Boomstick: Or maybe not so much boredom as tiredness. Kuro was absolutely fed up with constantly being hunted by the Marines, and decided to make a last master plan to call it quits. If you ask me, if you didn’t like being hunted by law enforcement, piracy was probably not the best career. With that intelligence, he should have become an engineer, or physician, or any high paying non-hazardous job.
Wiz: In order to retire without turning himself in, Kuro had his first mate hypnotize one of his crew members into believing that he was the real Kuro.
Boomstick: Even though he looked nothing like him, I might add.
Wiz: And then handed him over to a Marine officer. “Kuro” was executed, and his reign of terror supposedly brought to an end. But in reality, he “washed up” on shore, was taken in by a wealthy family, and spent three years serving Kaya and her parents under the name of Klahadore the butler.

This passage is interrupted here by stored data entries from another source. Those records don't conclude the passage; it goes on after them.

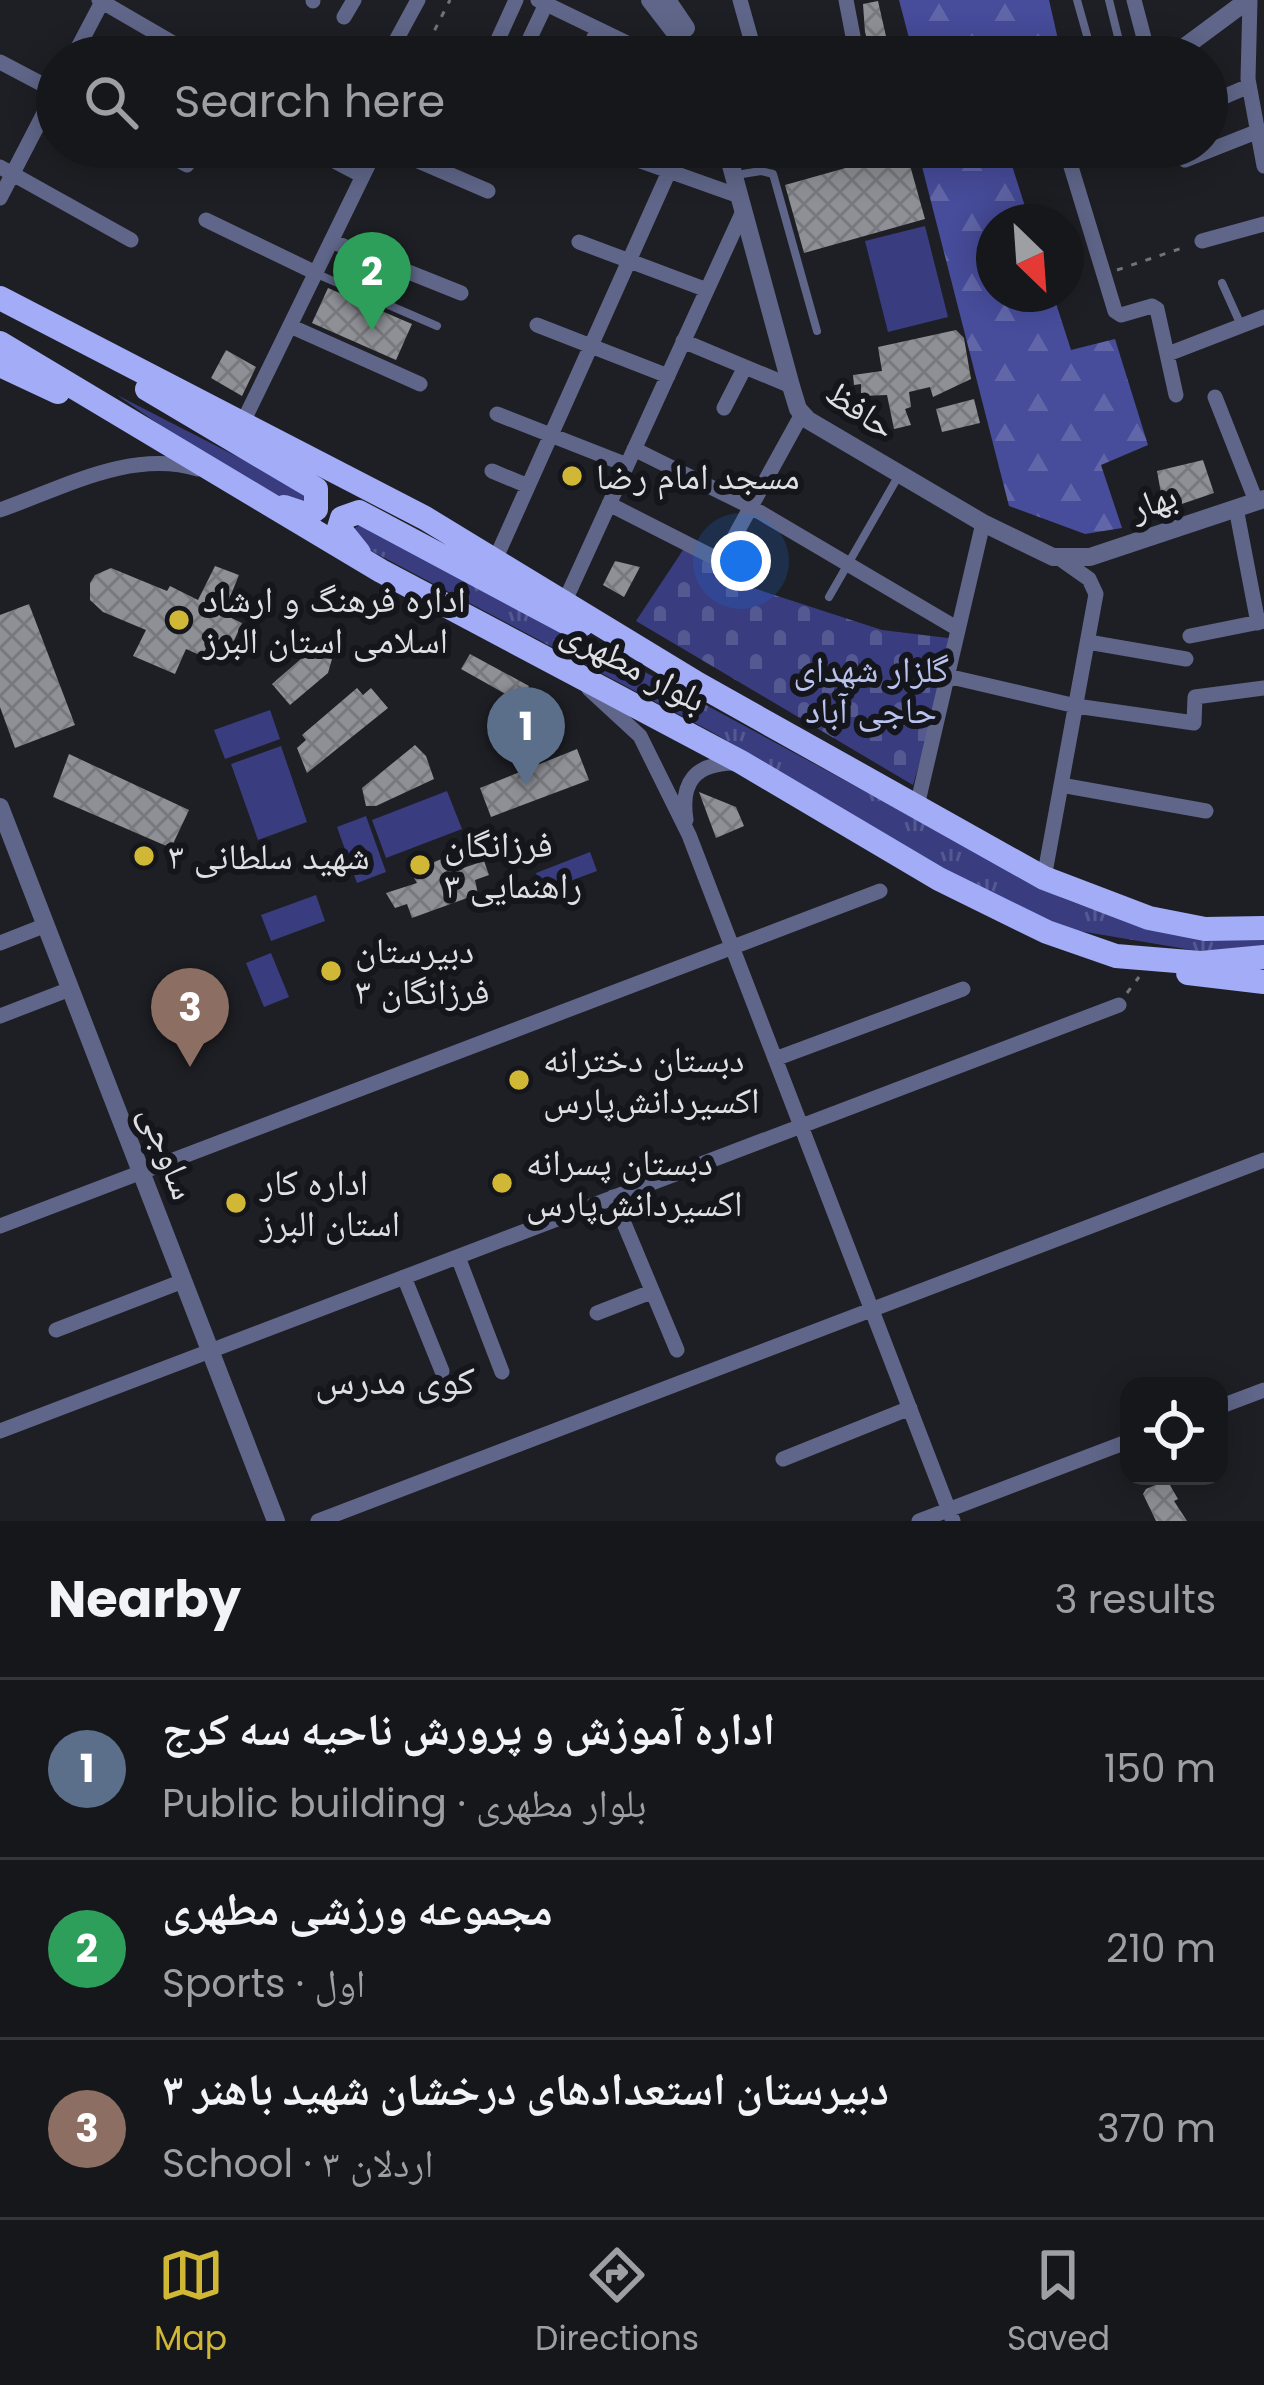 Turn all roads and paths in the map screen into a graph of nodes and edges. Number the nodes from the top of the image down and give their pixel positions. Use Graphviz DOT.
graph roads {
  1 [pos="101,0"];
  2 [pos="354,0"];
  3 [pos="418,0"];
  4 [pos="451,0"];
  5 [pos="516,0"];
  6 [pos="650,0"];
  7 [pos="667,0"];
  8 [pos="740,0"];
  9 [pos="846,0"];
  10 [pos="1077,0"];
  11 [pos="1108,0"];
  12 [pos="1134,0"];
  13 [pos="1249,0"];
  14 [pos="542,2"];
  15 [pos="344,17"];
  16 [pos="598,29"];
  17 [pos="83,36"];
  18 [pos="162,36"];
  19 [pos="398,36"];
  20 [pos="432,36"];
  21 [pos="500,36"];
  22 [pos="529,36"];
  23 [pos="595,36"];
  24 [pos="612,36"];
  25 [pos="678,36"];
  26 [pos="691,36"];
  27 [pos="750,36"];
  28 [pos="853,36"];
  29 [pos="1087,36"];
  30 [pos="1118,36"];
  31 [pos="1143,36"];
  32 [pos="1200,36"];
  33 [pos="0,62"];
  34 [pos="1254,80"];
  35 [pos="36,81"];
  36 [pos="1258,112"];
  37 [pos="36,123"];
  38 [pos="1256,132"];
  39 [pos="1228,143"];
  40 [pos="1264,166"];
  41 [pos="348,168"];
  42 [pos="368,168"];
  43 [pos="432,168"];
  44 [pos="661,168"];
  45 [pos="671,168"];
  46 [pos="732,168"];
  47 [pos="1071,168"];
  48 [pos="6,170"];
  49 [pos="670,171"];
  50 [pos="363,176"];
  51 [pos="734,176"];
  52 [pos="488,191"];
  53 [pos="0,198"];
  54 [pos="741,202"];
  55 [pos="206,220"];
  56 [pos="1264,224"];
  57 [pos="131,240"];
  58 [pos="332,241"];
  59 [pos="1202,241"];
  60 [pos="579,242"];
  61 [pos="630,260"];
  62 [pos="316,273"];
  63 [pos="1104,274"];
  64 [pos="1222,284"];
  65 [pos="706,290"];
  66 [pos="461,293"];
  67 [pos="0,298"];
  68 [pos="1264,316"];
  69 [pos="1241,325"];
  70 [pos="290,326"];
  71 [pos="437,326"];
  72 [pos="537,326"];
  73 [pos="61,330"];
  74 [pos="817,331"];
  75 [pos="683,341"];
  76 [pos="0,343"];
  77 [pos="591,346"];
  78 [pos="1168,354"];
  79 [pos="0,365"];
  80 [pos="745,367"];
  81 [pos="668,376"];
  82 [pos="420,384"];
  83 [pos="791,386"];
  84 [pos="1176,395"];
  85 [pos="1215,397"];
  86 [pos="104,406"];
  87 [pos="724,408"];
  88 [pos="496,414"];
  89 [pos="802,414"];
  90 [pos="244,422"];
  91 [pos="136,424"];
  92 [pos="551,434"];
  93 [pos="631,457"];
  94 [pos="129,465"];
  95 [pos="492,471"];
  96 [pos="900,473"];
  97 [pos="214,474"];
  98 [pos="528,486"];
  99 [pos="238,487"];
  100 [pos="1260,500"];
  101 [pos="609,504"];
  102 [pos="751,507"];
  103 [pos="1236,508"];
  104 [pos="0,511"];
  105 [pos="983,523"];
  106 [pos="495,560"];
  107 [pos="1062,560"];
  108 [pos="848,565"];
  109 [pos="381,571"];
  110 [pos="829,598"];
  111 [pos="564,603"];
  112 [pos="1261,622"];
  113 [pos="608,629"];
  114 [pos="958,629"];
  115 [pos="1190,636"];
  116 [pos="1088,642"];
  117 [pos="1186,659"];
  118 [pos="570,672"];
  119 [pos="947,676"];
  120 [pos="1264,688"];
  121 [pos="1076,706"];
  122 [pos="741,762"];
  123 [pos="1061,785"];
  124 [pos="0,806"];
  125 [pos="916,806"];
  126 [pos="1206,811"];
  127 [pos="689,835"];
  128 [pos="1044,878"];
  129 [pos="880,891"];
  130 [pos="46,926"];
  131 [pos="1264,928"];
  132 [pos="0,943"];
  133 [pos="732,948"];
  134 [pos="1116,956"];
  135 [pos="1264,957"];
  136 [pos="1148,964"];
  137 [pos="1264,982"];
  138 [pos="963,988"];
  139 [pos="70,989"];
  140 [pos="1119,1005"];
  141 [pos="0,1016"];
  142 [pos="776,1059"];
  143 [pos="801,1126"];
  144 [pos="1264,1160"];
  145 [pos="141,1172"];
  146 [pos="614,1197"];
  147 [pos="0,1226"];
  148 [pos="458,1257"];
  149 [pos="404,1277"];
  150 [pos="183,1281"];
  151 [pos="651,1292"];
  152 [pos="872,1310"];
  153 [pos="597,1313"];
  154 [pos="56,1330"];
  155 [pos="676,1350"];
  156 [pos="210,1351"];
  157 [pos="442,1371"];
  158 [pos="502,1372"];
  159 [pos="1264,1390"];
  160 [pos="1228,1404"];
  161 [pos="910,1408"];
  162 [pos="0,1431"];
  163 [pos="1120,1445"];
  164 [pos="783,1459"];
  165 [pos="951,1515"];
  166 [pos="276,1521"];
  167 [pos="318,1521"];
  168 [pos="919,1521"];
  1 -- 17 [label="street"];
  1 -- 18 [label="street"];
  2 -- 15 [label="street"];
  3 -- 19 [label="street"];
  4 -- 20 [label="path"];
  5 -- 21 [label="street"];
  6 -- 25 [label="street"];
  7 -- 26 [label="street"];
  8 -- 27 [label="street"];
  9 -- 28 [label="street"];
  10 -- 29 [label="lane"];
  11 -- 30 [label="lane"];
  12 -- 31 [label="street"];
  13 -- 32 [label="street"];
  13 -- 34 [label="street"];
  14 -- 16 [label="street"];
  14 -- 22 [label="street"];
  16 -- 23 [label="street"];
  16 -- 24 [label="street"];
  33 -- 35 [label="street"];
  34 -- 36 [label="street"];
  36 -- 38 [label="street"];
  37 -- 48 [label="street"];
  38 -- 39 [label="street"];
  38 -- 40 [label="street"];
  41 -- 50 [label="street"];
  42 -- 50 [label="street"];
  43 -- 52 [label="street"];
  44 -- 49 [label="street"];
  45 -- 49 [label="street"];
  46 -- 51 [label="street, حافظ"];
  47 -- 63 [label="street"];
  48 -- 53 [label="street"];
  48 -- 57 [label="street"];
  49 -- 54 [label="street"];
  49 -- 61 [label="street"];
  50 -- 58 [label="street"];
  51 -- 54 [label="street, حافظ"];
  51 -- 74 [label="lane"];
  54 -- 65 [label="street"];
  54 -- 83 [label="street, حافظ"];
  55 -- 62 [label="street"];
  56 -- 59 [label="street"];
  58 -- 62 [label="street"];
  58 -- 66 [label="street"];
  59 -- 63 [label="path"];
  60 -- 61 [label="street"];
  61 -- 65 [label="street"];
  61 -- 77 [label="street"];
  62 -- 70 [label="street"];
  62 -- 71 [label="lane"];
  63 -- 78 [label="street"];
  64 -- 69 [label="lane"];
  65 -- 75 [label="street"];
  67 -- 73 [label="main road, بلوار مطهری"];
  68 -- 69 [label="street"];
  69 -- 78 [label="street"];
  70 -- 82 [label="street"];
  70 -- 90 [label="street"];
  72 -- 77 [label="street"];
  73 -- 90 [label="main road, بلوار مطهری"];
  73 -- 99 [label="main road"];
  75 -- 80 [label="street"];
  75 -- 81 [label="street"];
  76 -- 86 [label="main road, بلوار مطهری"];
  77 -- 81 [label="street"];
  77 -- 92 [label="street"];
  78 -- 84 [label="street"];
  79 -- 86 [label="main road"];
  80 -- 83 [label="street"];
  80 -- 87 [label="street"];
  81 -- 93 [label="street"];
  83 -- 89 [label="street, حافظ"];
  85 -- 100 [label="street"];
  86 -- 91 [label="main road, بلوار مطهری"];
  88 -- 92 [label="street"];
  89 -- 96 [label="street, حافظ"];
  89 -- 102 [label="street"];
  90 -- 106 [label="main road, بلوار مطهری"];
  91 -- 94 [label="street"];
  91 -- 97 [label="main road, بلوار مطهری"];
  92 -- 93 [label="street"];
  92 -- 98 [label="street"];
  93 -- 101 [label="street"];
  93 -- 102 [label="street"];
  94 -- 97 [label="street"];
  94 -- 104 [label="street"];
  95 -- 98 [label="street"];
  96 -- 105 [label="street, حافظ"];
  96 -- 108 [label="lane"];
  97 -- 99 [label="main road, بلوار مطهری"];
  98 -- 106 [label="street"];
  99 -- 109 [label="main road, بلوار مطهری"];
  100 -- 103 [label="street, بهار"];
  101 -- 102 [label="street"];
  101 -- 111 [label="street"];
  102 -- 108 [label="street"];
  103 -- 107 [label="street, بهار"];
  103 -- 112 [label="street"];
  105 -- 107 [label="street, حافظ"];
  105 -- 114 [label="street"];
  106 -- 111 [label="main road, بلوار مطهری"];
  107 -- 116 [label="street"];
  108 -- 110 [label="lane"];
  108 -- 114 [label="street"];
  109 -- 113 [label="main road"];
  109 -- 118 [label="main road, بلوار مطهری"];
  111 -- 113 [label="main road, بلوار مطهری"];
  112 -- 115 [label="street"];
  113 -- 125 [label="main road, بلوار مطهری"];
  114 -- 119 [label="street"];
  116 -- 117 [label="street"];
  116 -- 121 [label="street"];
  118 -- 122 [label="main road, بلوار مطهری"];
  118 -- 127 [label="street"];
  119 -- 121 [label="street"];
  119 -- 125 [label="street"];
  120 -- 121 [label="street"];
  121 -- 123 [label="street"];
  122 -- 127 [label="street"];
  122 -- 134 [label="main road, بلوار مطهری"];
  123 -- 126 [label="street"];
  123 -- 128 [label="street"];
  124 -- 130 [label="street, ساوجی"];
  125 -- 128 [label="main road, بلوار مطهری"];
  127 -- 133 [label="street"];
  128 -- 131 [label="main road, بلوار مطهری"];
  129 -- 133 [label="street"];
  130 -- 132 [label="street"];
  130 -- 139 [label="street, ساوجی"];
  133 -- 142 [label="street"];
  133 -- 145 [label="street"];
  134 -- 135 [label="main road, بلوار مطهری"];
  134 -- 136 [label="main road"];
  136 -- 137 [label="main road"];
  136 -- 140 [label="path"];
  138 -- 142 [label="street"];
  139 -- 141 [label="street"];
  139 -- 145 [label="street, ساوجی"];
  140 -- 143 [label="street"];
  142 -- 143 [label="street"];
  143 -- 146 [label="street"];
  143 -- 152 [label="street"];
  144 -- 152 [label="street"];
  145 -- 147 [label="street"];
  145 -- 150 [label="street, ساوجی"];
  146 -- 148 [label="street"];
  146 -- 151 [label="street"];
  148 -- 149 [label="street"];
  148 -- 158 [label="street"];
  149 -- 156 [label="street"];
  149 -- 157 [label="street"];
  150 -- 154 [label="street"];
  150 -- 156 [label="street, ساوجی"];
  151 -- 153 [label="street"];
  151 -- 155 [label="street"];
  152 -- 161 [label="street"];
  152 -- 167 [label="street"];
  156 -- 162 [label="street"];
  156 -- 166 [label="street, ساوجی"];
  159 -- 160 [label="street"];
  161 -- 164 [label="street"];
  161 -- 165 [label="street"];
  163 -- 165 [label="street"];
  165 -- 168 [label="street"];
}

After Kaya’s parents died under “mysterious” circumstances, the Black Cat Pirates were to return. Kaya would be hypnotized into leaving all her possessions in her will to Kuro, and then she would be killed in the resulting pirate raid.
Boomstick: The perfect plan for some peace, quiet, and enough money to do anything a butler could want. Until a certain pirate and his certain hat showed up and ruined all the fun.
Wiz: It wasn’t easy, as Kuro’s talent doesn’t just lie in his brain and acting abilities. He is capable of moving at very fast speeds; fast enough to make it look like he's teleporting. This, combined with his Cat Claws, are devastating to any who have faced him.
Boomstick: God dammit, this guy is a furry. But not one I’d like to make fun of on Tumblr, that’s for sure. His “Cat Claws” are actually furry gloves with a katana on each finger, making for a grand total of ten tools to slice and dice with. He has to put the gloves on manually, but since he’s fast enough to do that in a split second, he may as well be Wolverine. With better hygiene.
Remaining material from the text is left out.